5. A decanter centrifuge according to claim 4, wherein:
said conical portion of said screw conveyor is formed at a solids discharge end of said cylindrical portion and said external periphery of said at least one dip weir is located closer to said axis of rotation than is an outermost periphery of an end of said conical portion connected to the cylindrical portion.
6. A decanter centrifuge according to claim 1, wherein:
said conical portion of said screw conveyor is formed at a solids discharge end of said cylindrical portion and said external periphery of said at least one dip weir is located closer to said axis of rotation than is an outermost periphery of an end of said conical portion connected to said cylindrical portion of the screw conveyor.
7. A decanter centrifuge according to claim 1, wherein:
a plurality of radially extending dip weirs of respective predetermined radii from said axis are fixed to the external surface of the cylindrical portion of the conveyor at selected distances from the slurry feeding port, with the respective radii of said dip weirs increasing in the same order as their respective selected distances from said slurry port increase.
8. A decanter centrifuge according to claim 7, wherein:
each of said plurality of dip weirs has formed therein an overflow hole of a predetermined hole radius and having a center at a predetermined distance from said axis such that the hole radius of each overflow hole and the distance at which that overflow hole is centered both decrease as the distance of the corresponding dip weir from the slurry port increases.
9. A decanter centrifuge according to claim 8, wherein:
said conical portion of said screw conveyor is formed at a solids discharge end of said cylindrical portion and said external periphery of said at least one dip weir is located closer to said axis of rotation than is an outermost periphery of an end of said conical portion connected to the cylindrical portion.
10. A decanter centrifuge according to claim 7, wherein:
said conical portion of said screw conveyor is formed at a solids discharge end of said cylindrical portion and said external periphery of said at least one dip weir is located closer to said axis of rotation than is an outermost periphery of an end of said conical portion connected to the cylindrical portion.
Description

This application is a continuation of application Ser. No. 07/797,865 filed Nov. 26, 1991, now abandoned.

FIELD OF THE INVENTION

This invention relates to a decanter centrifuge for efficient separation of solid and liquid components from a slurry.
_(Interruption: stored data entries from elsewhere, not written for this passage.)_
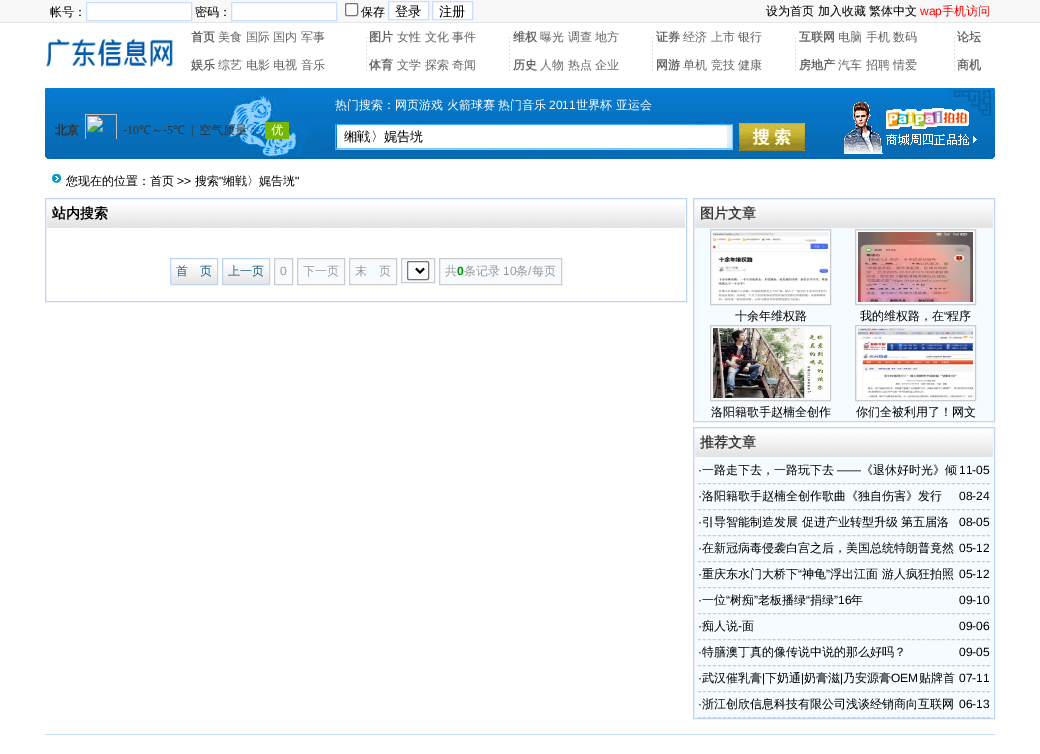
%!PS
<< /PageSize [1040 754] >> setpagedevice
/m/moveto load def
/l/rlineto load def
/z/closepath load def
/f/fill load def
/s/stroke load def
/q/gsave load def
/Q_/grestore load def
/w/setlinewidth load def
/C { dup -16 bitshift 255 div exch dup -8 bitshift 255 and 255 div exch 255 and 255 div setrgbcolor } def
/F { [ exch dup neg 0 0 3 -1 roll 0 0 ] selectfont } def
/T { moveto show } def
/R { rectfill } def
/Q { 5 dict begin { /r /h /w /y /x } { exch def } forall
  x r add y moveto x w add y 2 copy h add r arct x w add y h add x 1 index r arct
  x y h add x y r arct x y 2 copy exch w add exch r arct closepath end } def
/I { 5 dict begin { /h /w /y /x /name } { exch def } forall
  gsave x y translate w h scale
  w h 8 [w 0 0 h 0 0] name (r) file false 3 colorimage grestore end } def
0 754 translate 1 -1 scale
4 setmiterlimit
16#FFFFFF C
0 0 1040 754 R
(1.rgb) 0 0 1040 23 I
/WenQuanYiZenHei-Medium 12 F
16#000000 C
(帐号：) 50 16 T
16#FFFFFF C
86.5 2.5 m 105 0 l 0 18 l -105 0 l z q f Q_
16#C6DFFF C
s
16#000000 C
(密码：) 195 16 T
16#FFFFFF C
231.5 2.5 m 105 0 l 0 18 l -105 0 l z q f Q_
16#C6DFFF C
s
16#FFFFFF C
345.5 3.5 12 12 1.5 Q q f Q_
16#767676 C
s
16#000000 C
(保存) 361 16 T
16#FFFFFF C
388.5 1.5 m 40 0 l 0 18 l -40 0 l z q f Q_
16#C6DFFF C
s
/WenQuanYiZenHei-Medium 13.25 F
16#000000 C
(登录) 395 16 T
16#FFFFFF C
432.5 1.5 m 40 0 l 0 18 l -40 0 l z q f Q_
16#C6DFFF C
s
16#000000 C
(注册) 439 16 T
/WenQuanYiZenHei-Medium 12 F
(设为首页 加入收藏 繁体中文) 766 15 T
/LiberationSans-Regular 12 F
16#FF0000 C
(wap) 920 15 T
/WenQuanYiZenHei-Medium 12 F
(手机访问) 942 15 T
(2.rgb) 45 38 128 29 I
/WenQuanYiZenHei-Bold 12 F
16#666565 C
(首页) 191 41 T
/WenQuanYiZenHei-Medium 12 F
(美食 国际 国内 军事) 218 41 T
(3.rgb) 366 37 1 34 I
/WenQuanYiZenHei-Bold 12 F
(图片) 369 41 T
/WenQuanYiZenHei-Medium 12 F
(女性 文化 事件) 397 41 T
(3.rgb) 509 37 1 34 I
/WenQuanYiZenHei-Bold 12 F
(维权) 513 41 T
/WenQuanYiZenHei-Medium 12 F
(曝光 调查 地方) 540 41 T
(3.rgb) 652 37 1 34 I
/WenQuanYiZenHei-Bold 12 F
(证券) 656 41 T
/WenQuanYiZenHei-Medium 12 F
(经济 上市 银行) 683 41 T
(3.rgb) 795 37 1 34 I
/WenQuanYiZenHei-Bold 12 F
(互联网) 799 41 T
/WenQuanYiZenHei-Medium 12 F
(电脑 手机 数码) 838 41 T
(3.rgb) 954 37 1 34 I
/WenQuanYiZenHei-Bold 12 F
(论坛) 957 41 T
(娱乐) 191 69 T
/WenQuanYiZenHei-Medium 12 F
(综艺 电影 电视 音乐) 218 69 T
/WenQuanYiZenHei-Bold 12 F
(体育) 369 69 T
/WenQuanYiZenHei-Medium 12 F
(文学 探索 奇闻) 397 69 T
/WenQuanYiZenHei-Bold 12 F
(历史) 513 69 T
/WenQuanYiZenHei-Medium 12 F
(人物 热点 企业) 540 69 T
/WenQuanYiZenHei-Bold 12 F
(网游) 656 69 T
/WenQuanYiZenHei-Medium 12 F
(单机 竞技 健康) 683 69 T
/WenQuanYiZenHei-Bold 12 F
(房地产) 799 69 T
/WenQuanYiZenHei-Medium 12 F
(汽车 招聘 情爱) 838 69 T
/WenQuanYiZenHei-Bold 12 F
(商机) 957 69 T
(4.rgb) 45 88 950 72 I
(5.rgb) 55 114 234 25 I
/WenQuanYiZenHei-Medium 12 F
16#FFFFFF C
(热门搜索：网页游戏 火箭球赛 热门音乐) 335 109 T
/LiberationSans-Regular 12 F
(2011) 549 109 T
/WenQuanYiZenHei-Medium 12 F
(世界杯 亚运会) 576 109 T
(6.rgb) 844 102 133 52 I
341 126 386 22 R
/WenQuanYiZenHei-Medium 13.25 F
16#000000 C
(缃戦〉娓告垙) 344 141 T
(7.rgb) 739 123 66 28 I
(8.rgb) 52 174 9 9 I
/WenQuanYiZenHei-Medium 12 F
(您现在的位置：首页) 66 185 T
/LiberationSans-Regular 12 F
(>>) 177 185 T
/WenQuanYiZenHei-Medium 12 F
(搜索) 195 185 T
/LiberationSans-Regular 12 F
(") 219 185 T
/WenQuanYiZenHei-Medium 12 F
(缃戦〉娓告垙) 223 185 T
/LiberationSans-Regular 12 F
(") 295 185 T
16#BDD7F2 C
45.5 198.5 641 103 rectstroke
(9.rgb) 47 205 638 23 I
/WenQuanYiZenHei-Bold 14 F
16#000000 C
(站内搜索) 52 218 T
(10.rgb) 171 264 46 20 I
16#BDD7F2 C
170.5 258.5 47 26 rectstroke
/WenQuanYiZenHei-Medium 12 F
16#135C86 C
(首　页) 176 275 T
(10.rgb) 223 264 46 20 I
16#BDD7F2 C
222.5 258.5 47 26 rectstroke
16#135C86 C
(上一页) 228 275 T
16#F5FBFF C
274.5 258.5 m 18 0 l 0 26 l -18 0 l z q f Q_
16#CCCCCC C
s
/LiberationSans-Regular 12 F
16#999999 C
(0) 280 275 T
16#F5FBFF C
297.5 258.5 m 47 0 l 0 26 l -47 0 l z q f Q_
16#CCCCCC C
s
/WenQuanYiZenHei-Medium 12 F
16#999999 C
(下一页) 303 275 T
16#F5FBFF C
349.5 258.5 m 47 0 l 0 26 l -47 0 l z q f Q_
16#CCCCCC C
s
16#999999 C
(末　页) 355 275 T
16#F5FBFF C
401.5 258.5 m 33 0 l 0 24 l -33 0 l z q f Q_
16#CCCCCC C
s
16#FFFFFF C
407.5 261.5 21 18 1.5 Q q f Q_
16#767676 C
s
16#000000 C
2 w
416 268.5 m 4 4 l 4 -4 l s
16#F5FBFF C
439.5 258.5 m 122 0 l 0 26 l -122 0 l z q f Q_
16#CCCCCC C
1 w
s
16#999999 C
(共) 445 275 T
/LiberationSans-Bold 12 F
16#009900 C
(0) 457 275 T
/WenQuanYiZenHei-Medium 12 F
16#999999 C
(条记录) 464 275 T
/LiberationSans-Regular 12 F
(10) 503 275 T
/WenQuanYiZenHei-Medium 12 F
(条) 516 275 T
/LiberationSans-Regular 12 F
(/) 528 275 T
/WenQuanYiZenHei-Medium 12 F
(每页) 532 275 T
16#F5FBFF C
693.5 198.5 m 301 0 l 0 223 l -301 0 l z q f Q_
16#BDD7F2 C
s
(11.rgb) 695 200 298 28 I
/WenQuanYiZenHei-Bold 14 F
16#3A3C3D C
(图片文章) 700 218 T
16#CCCCCC C
710.5 229.5 120 75 rectstroke
(12.rgb) 713 232 115 70 I
/WenQuanYiZenHei-Medium 12 F
16#000000 C
(十余年维权路) 735 320 T
16#CCCCCC C
855.5 229.5 120 75 rectstroke
(13.rgb) 858 232 115 70 I
16#000000 C
(我的维权路，在) 860 320 T
/LiberationSans-Regular 12 F
(“) 944 320 T
/WenQuanYiZenHei-Medium 12 F
(程序) 947 320 T
16#CCCCCC C
710.5 325.5 120 75 rectstroke
(14.rgb) 713 328 115 70 I
16#000000 C
(洛阳籍歌手赵楠全创作) 711 416 T
16#CCCCCC C
855.5 325.5 120 75 rectstroke
(15.rgb) 858 328 115 70 I
16#000000 C
(你们全被利用了！网文) 856 416 T
16#F5FBFF C
693.5 427.5 m 301 0 l 0 291 l -301 0 l z q f Q_
16#BDD7F2 C
s
(11.rgb) 695 429 298 28 I
/WenQuanYiZenHei-Bold 14 F
16#3A3C3D C
(推荐文章) 700 447 T
16#CCCCCC C
[3 1.98] 0 setdash
698 483.5 m 292 0 l s
/LiberationSans-Regular 12 F
16#000000 C
(·) 698 474 T
/WenQuanYiZenHei-Medium 12 F
(一路走下去，一路玩下去) 702 474 T
/LiberationSans-Regular 12 F
(——) 837 474 T
/WenQuanYiZenHei-Medium 12 F
(《退休好时光》倾) 861 474 T
/LiberationSans-Regular 12 F
(11-05) 959 474 T
16#CCCCCC C
698 509.5 m 292 0 l s
16#000000 C
(·) 698 500 T
/WenQuanYiZenHei-Medium 12 F
(洛阳籍歌手赵楠全创作歌曲《独自伤害》发行) 702 500 T
/LiberationSans-Regular 12 F
(08-24) 959 500 T
16#CCCCCC C
698 535.5 m 292 0 l s
16#000000 C
(·) 698 526 T
/WenQuanYiZenHei-Medium 12 F
(引导智能制造发展 促进产业转型升级 第五届洛) 702 526 T
/LiberationSans-Regular 12 F
(08-05) 959 526 T
16#CCCCCC C
698 561.5 m 292 0 l s
16#000000 C
(·) 698 552 T
/WenQuanYiZenHei-Medium 12 F
(在新冠病毒侵袭白宫之后，美国总统特朗普竟然) 702 552 T
/LiberationSans-Regular 12 F
(05-12) 959 552 T
16#CCCCCC C
698 587.5 m 292 0 l s
16#000000 C
(·) 698 578 T
/WenQuanYiZenHei-Medium 12 F
(重庆东水门大桥下) 702 578 T
/LiberationSans-Regular 12 F
(“) 798 578 T
/WenQuanYiZenHei-Medium 12 F
(神龟) 802 578 T
/LiberationSans-Regular 12 F
(”) 826 578 T
/WenQuanYiZenHei-Medium 12 F
(浮出江面 游人疯狂拍照) 830 578 T
/LiberationSans-Regular 12 F
(05-12) 959 578 T
16#CCCCCC C
698 613.5 m 292 0 l s
16#000000 C
(·) 698 604 T
/WenQuanYiZenHei-Medium 12 F
(一位) 702 604 T
/LiberationSans-Regular 12 F
(“) 726 604 T
/WenQuanYiZenHei-Medium 12 F
(树痴) 730 604 T
/LiberationSans-Regular 12 F
(”) 754 604 T
/WenQuanYiZenHei-Medium 12 F
(老板播绿) 758 604 T
/LiberationSans-Regular 12 F
(“) 806 604 T
/WenQuanYiZenHei-Medium 12 F
(捐绿) 810 604 T
/LiberationSans-Regular 12 F
(”16) 834 604 T
/WenQuanYiZenHei-Medium 12 F
(年) 851 604 T
/LiberationSans-Regular 12 F
(09-10) 959 604 T
16#CCCCCC C
698 639.5 m 292 0 l s
16#000000 C
(·) 698 630 T
/WenQuanYiZenHei-Medium 12 F
(痴人说) 702 630 T
/LiberationSans-Regular 12 F
(-) 738 630 T
/WenQuanYiZenHei-Medium 12 F
(面) 742 630 T
/LiberationSans-Regular 12 F
(09-06) 959 630 T
16#CCCCCC C
698 665.5 m 292 0 l s
16#000000 C
(·) 698 656 T
/WenQuanYiZenHei-Medium 12 F
(特膳澳丁真的像传说中说的那么好吗？) 702 656 T
/LiberationSans-Regular 12 F
(09-05) 959 656 T
16#CCCCCC C
698 691.5 m 292 0 l s
16#000000 C
(·) 698 682 T
/WenQuanYiZenHei-Medium 12 F
(武汉催乳膏) 702 682 T
/LiberationSans-Regular 12 F
(|) 762 682 T
/WenQuanYiZenHei-Medium 12 F
(下奶通) 765 682 T
/LiberationSans-Regular 12 F
(|) 801 682 T
/WenQuanYiZenHei-Medium 12 F
(奶膏滋) 804 682 T
/LiberationSans-Regular 12 F
(|) 840 682 T
/WenQuanYiZenHei-Medium 12 F
(乃安源膏) 843 682 T
/LiberationSans-Regular 12 F
(OEM) 891 682 T
/WenQuanYiZenHei-Medium 12 F
(贴牌首) 919 682 T
/LiberationSans-Regular 12 F
(07-11) 959 682 T
16#CCCCCC C
698 717.5 m 292 0 l s
16#000000 C
(·) 698 708 T
/WenQuanYiZenHei-Medium 12 F
(浙江创欣信息科技有限公司浅谈经销商向互联网) 702 708 T
/LiberationSans-Regular 12 F
(06-13) 959 708 T
16#C6DFFF C
45 734 950 1 R
showpage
BACKGROUND OF THE PRIOR ART

Decanter centrifuges are sedimentation centrifuges used in clarification, dewatering and classification for the mixture of solids and liquid (slurry). Generally, the decanter centrifuge has a screw conveyor in a rotating bowl. The decanter centrifuge has a structure allowing solids, from a slurry introduced from a slurry feeding pipe inserted into the screw conveyor, to be sedimented on the inner surface of the rotating bowl due to centrifugal force. The solids are then scraped toward one end of the rotating bowl to be discharged by the screw conveyor rotating at a predetermined speed different from that of the rotating bowl. Simultaneously, separated liquid is discharged from another end of the rotating bowl by liquid pressure generated due to centrifugal force.

In conventional apparatus heretofore employed in decanter centrifuges of the above kind, dip weirs (baffles) are generally not provided. If the dip weirs are provided in such a device, efficient dewatering can not be attained. However, some decanter centrifuges provided with dip weirs have been proposed.

(a) Japanese Patent Application Laid-Open No. 59-169550 discloses a decanter centrifuge where a dip weir for cake-lay is provided and many blades are formed between the dip weir and a cake discharge port in order to obtain an orifice effect.

(b) Japanese Patent Application No. 62-43745 discloses a decanter centrifuge provided with a dip weir near a clarified liquid discharge port. Therefore, even if solid particles are attached on bubbles of separated water so as to float, the solid particles are prevented from being discharged due to the dip weir.

(c) Japanese Patent Application No. 1-19941 discloses a decanter centrifuge having a baffle disposed at the border between a conical portion and a straight shell. Then, the baffle can be rotatively adjusted to change a clearance between the baffle and a bowl so that efficient concentration can be performed.

(d) Japanese Utility Model Application Laid-Open No. 57-35849 discloses a decanter centrifuge having a baffle disposed at the border between a conical portion and a straight shell. Then, the conical portion and the straight shell can be separated clearly with the baffle so that efficient dewatering can be performed in the conical portion.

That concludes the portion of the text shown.